Problem details:
Each line below should be written out exactly, with none skipped.

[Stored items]

=-=-=

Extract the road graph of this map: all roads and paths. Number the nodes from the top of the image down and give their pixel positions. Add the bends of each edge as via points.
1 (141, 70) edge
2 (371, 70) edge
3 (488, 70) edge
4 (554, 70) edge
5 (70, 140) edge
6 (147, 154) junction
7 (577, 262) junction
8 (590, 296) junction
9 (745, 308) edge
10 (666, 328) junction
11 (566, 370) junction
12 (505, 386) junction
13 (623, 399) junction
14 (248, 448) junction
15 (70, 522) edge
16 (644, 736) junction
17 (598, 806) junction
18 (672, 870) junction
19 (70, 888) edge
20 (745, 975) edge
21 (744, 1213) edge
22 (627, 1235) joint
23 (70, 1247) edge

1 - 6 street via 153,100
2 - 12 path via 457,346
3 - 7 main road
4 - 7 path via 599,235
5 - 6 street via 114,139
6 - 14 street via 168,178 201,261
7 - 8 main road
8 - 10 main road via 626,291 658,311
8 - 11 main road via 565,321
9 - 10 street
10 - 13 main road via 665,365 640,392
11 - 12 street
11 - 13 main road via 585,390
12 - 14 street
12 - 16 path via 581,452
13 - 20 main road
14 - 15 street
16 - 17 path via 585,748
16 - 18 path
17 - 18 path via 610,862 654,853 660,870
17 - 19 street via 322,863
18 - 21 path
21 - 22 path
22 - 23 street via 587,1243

=-=-=

Answer to the problem:
Extract the road graph of this map: all roads and paths. Number the nodes from the top of the image down and give their pixel positions. Add the bends of each edge as via points.
1 (141, 70) edge
2 (371, 70) edge
3 (488, 70) edge
4 (554, 70) edge
5 (70, 140) edge
6 (147, 154) junction
7 (577, 262) junction
8 (590, 296) junction
9 (745, 308) edge
10 (666, 328) junction
11 (566, 370) junction
12 (505, 386) junction
13 (623, 399) junction
14 (248, 448) junction
15 (70, 522) edge
16 (644, 736) junction
17 (598, 806) junction
18 (672, 870) junction
19 (70, 888) edge
20 (745, 975) edge
21 (744, 1213) edge
22 (627, 1235) joint
23 (70, 1247) edge

1 - 6 street via 153,100
2 - 12 path via 457,346
3 - 7 main road
4 - 7 path via 599,235
5 - 6 street via 114,139
6 - 14 street via 168,178 201,261
7 - 8 main road
8 - 10 main road via 626,291 658,311
8 - 11 main road via 565,321
9 - 10 street
10 - 13 main road via 665,365 640,392
11 - 12 street
11 - 13 main road via 585,390
12 - 14 street
12 - 16 path via 581,452
13 - 20 main road
14 - 15 street
16 - 17 path via 585,748
16 - 18 path
17 - 18 path via 610,862 654,853 660,870
17 - 19 street via 322,863
18 - 21 path
21 - 22 path
22 - 23 street via 587,1243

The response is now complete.